Review the list of credit cards, outstanding debts, and major purchases. If you see any mistakes or questionable items, make a copy of the report and highlight the error. Next, gather any information that you have to back you up, such as bank account statements, and make copies of these as well.
Write a letter to the specific credit reporting agency that shows the falsehood, whether it is Experian, Equifax, or TransUnion. Explain the mistake and include a copy of the highlighted report along with your documentation. It’s a good idea to send this letter by certified mail, and keep a copy for yourself. The reporting agency has 30 days from the receipt of your letter to respond. The Federal Trade Commission provides advice on contacting the credit bureaus about discrepancies. Here are the contact numbers and web sites for the three credit bureaus:
- Experian: 1-888-397-3742 – www.experian.com
- TransUnion: 1-800-916-8800 – www.transunion.com
- Equifax: 800-685-1111 – www.equifax.com
3. Stop the bleeding
Once you deal with any errors on your credit report, there are only three simple things to do to repair your credit:
- Pay all of your bills on time
- Pay down debt (especially credit card debt)
- Avoid applying for credit
But before you can do these things, you need to make sure you’re not spending more than you earn. Yes, you need a budget. To start, review your tax returns for the past two years to get a sense for how munch money you actually take home in a year.
Subtract your regular monthly expenses (rent or mortgage, car payments, and home, car and health insurance) from your current income. Next, estimate your monthly spending habits for other expenses such as gas, groceries and entertainment. Create a limit, based on your income, of what you can spend in each of the different categories of expenses. For example, if you tend to spend $400 a month on groceries, try to stick to $300 a month on groceries by making changes like buying generic brands, using coupons and resisting impulse purchases.

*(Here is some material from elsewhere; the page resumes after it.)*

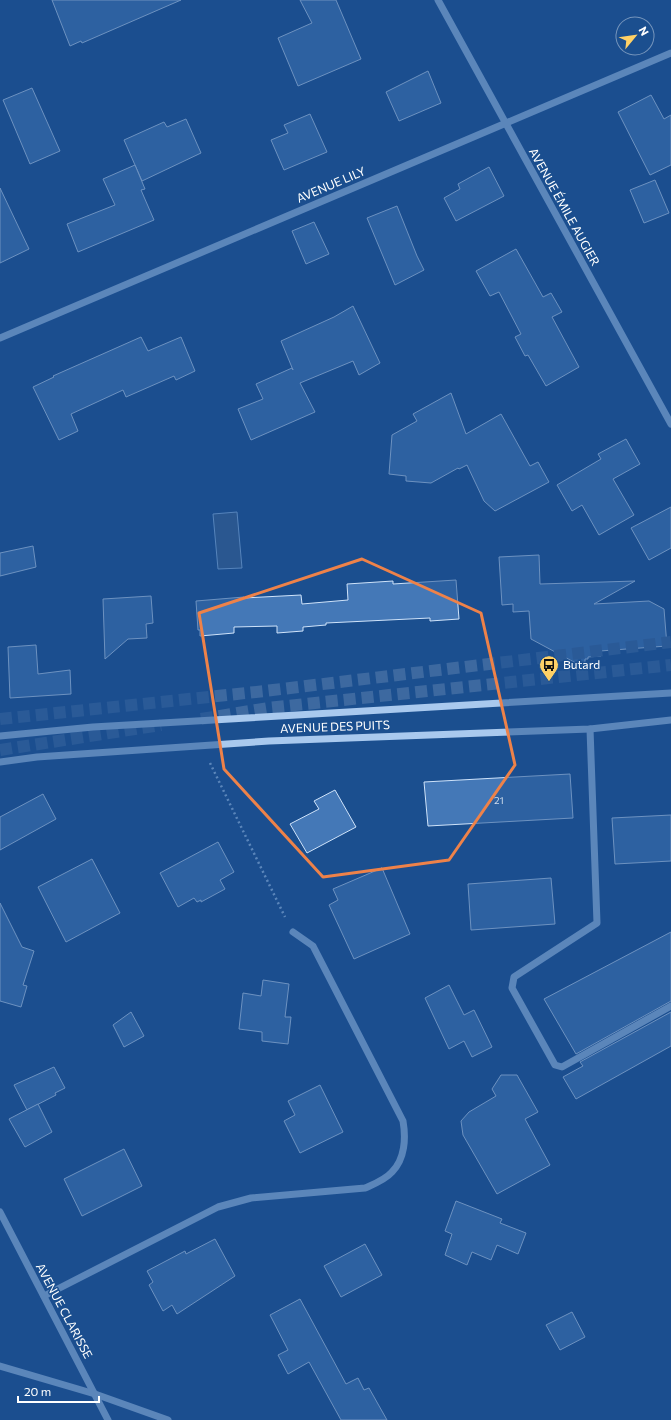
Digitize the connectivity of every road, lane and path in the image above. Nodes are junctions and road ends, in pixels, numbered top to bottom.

If you’re behind on one or more monthly bills or you need help living within your means, you can turn to a credit counseling or debt management agency (learn more about if debt management is right for you), or you may be able to find free counseling at your local library or another non-profit organization.
4. Pay all bills on time going forward
Pay all of your monthly bills on time, period!
If you are behind on any, get caught up as soon as you can. On-time payments are the single most important factor to your credit score, and your credit won’t improve until you can consistently pay every bill on time.
5. Pay down credit card balances
Finally, take charge of your credit cards. If you have any outstanding balances, make room in your budget to pay down these debts bit by bit, every month until they are G-O-N-E.
Know your credit limits and make every effort to stay well under the maximum when charging items. Debt is analyzed by ratios. If you charge $500 on a card which has a $1,500 limit, you’ve used 33%, which is better for your credit score than charging the same amount on a card which has a $1,000 limit (50%), both of which are better than being maxed out (100%). Pay these credit cards down, but don’t cancel them. The total amount of available credit affects your score, even if you owe nothing.
6. Don’t apply for new credit
Finally, resist the temptation to open a new credit card, even when a store offers a discount on your purchase for doing so. Each time you apply for credit is listed on your credit report as a “hard inquiry” and if you have too many within two years, your credit score will suffer.
Once you’ve fixed errors on your credit report, begun budgeting and paying off debts, be patient. It will take months or even a couple of years for your credit score to improve, but if you plan on buying a new home, it’s well worth it.